The task
Nothing should appear in the answer except the lines from the one containing "thumb mcp: (547, 482)" through the end of the records below, written out exactly.
*** Data provided
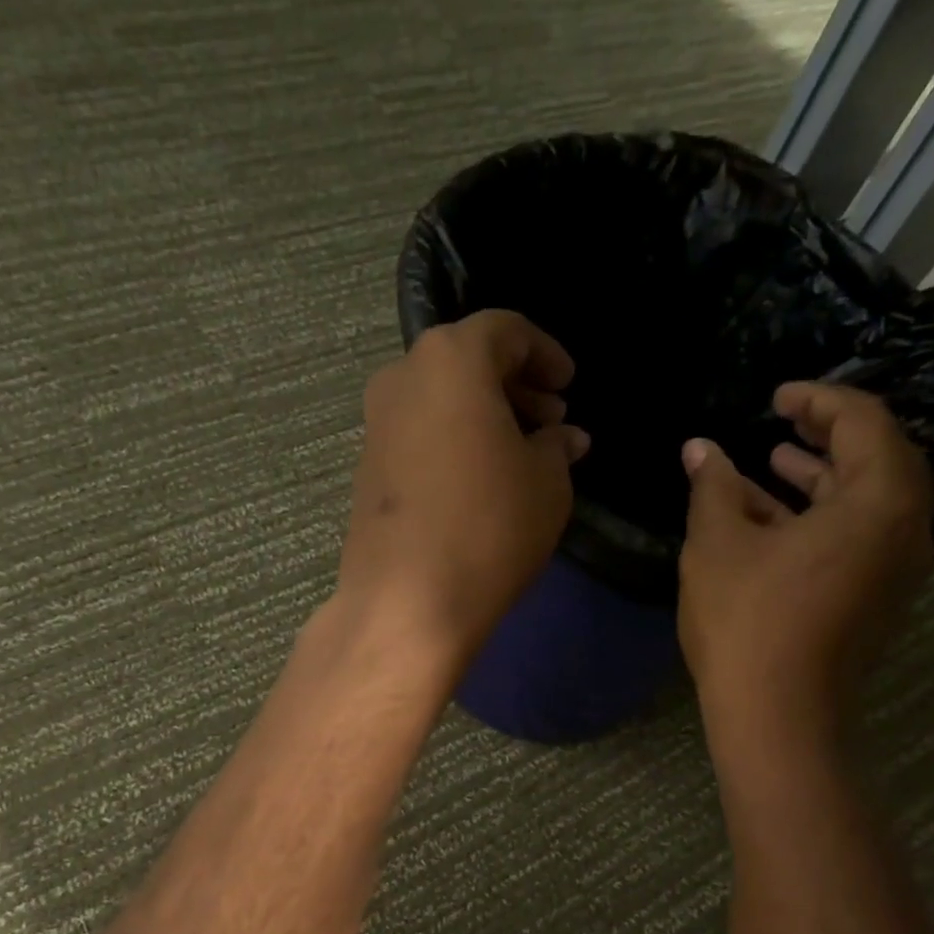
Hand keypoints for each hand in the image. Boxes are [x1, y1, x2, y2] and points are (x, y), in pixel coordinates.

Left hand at [334, 310, 588, 673]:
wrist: (407, 602)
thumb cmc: (489, 527)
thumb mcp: (547, 482)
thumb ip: (557, 446)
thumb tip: (564, 437)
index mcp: (450, 359)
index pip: (505, 331)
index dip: (545, 354)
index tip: (568, 387)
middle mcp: (402, 378)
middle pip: (466, 362)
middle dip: (514, 386)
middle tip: (551, 422)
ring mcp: (375, 425)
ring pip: (439, 400)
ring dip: (483, 417)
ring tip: (520, 455)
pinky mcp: (365, 470)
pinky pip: (419, 436)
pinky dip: (452, 442)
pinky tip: (478, 481)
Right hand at [678, 382, 933, 745]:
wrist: (777, 716)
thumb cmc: (747, 621)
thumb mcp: (718, 544)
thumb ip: (713, 486)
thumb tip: (699, 448)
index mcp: (879, 501)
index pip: (864, 422)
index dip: (818, 400)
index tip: (775, 396)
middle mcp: (905, 530)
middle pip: (876, 460)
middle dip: (825, 436)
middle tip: (780, 422)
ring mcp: (895, 570)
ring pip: (865, 503)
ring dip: (819, 479)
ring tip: (771, 463)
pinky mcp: (876, 600)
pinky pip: (858, 538)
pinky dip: (820, 518)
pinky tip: (771, 521)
******
Exercise output
thumb mcp: (547, 482)
thumb ip: (557, 446)
thumb tip: (564, 437)
index mcp: (450, 359)
index pip: (505, 331)
index dip: (545, 354)
index tip: (568, 387)
middle mcp: (402, 378)
middle pip: (466, 362)
middle dip: (514, 386)
middle tip: (551, 422)
ring mcp: (375, 425)
ring pip: (439, 400)
ring dip: (483, 417)
ring tip: (520, 455)
pinky mcp: (365, 470)
pinky pip: (419, 436)
pinky dip: (452, 442)
pinky tip: (478, 481)
Right hand at [678, 382, 933, 745]:
wrist: (777, 716)
thumb cmc: (747, 621)
thumb mcp: (718, 544)
thumb ip: (713, 486)
thumb tip: (699, 448)
index mcp: (879, 501)
index pip: (864, 422)
index dip: (818, 400)
index tip: (775, 396)
middle mcp: (905, 530)
middle pip: (876, 460)
middle dip: (825, 436)
middle tip: (780, 422)
ring mcp: (895, 570)
ring pip: (865, 503)
ring dip: (819, 479)
ring tip: (771, 463)
pinky mcp: (876, 600)
pinky pip: (858, 538)
pinky dip: (820, 518)
pinky tip: (771, 521)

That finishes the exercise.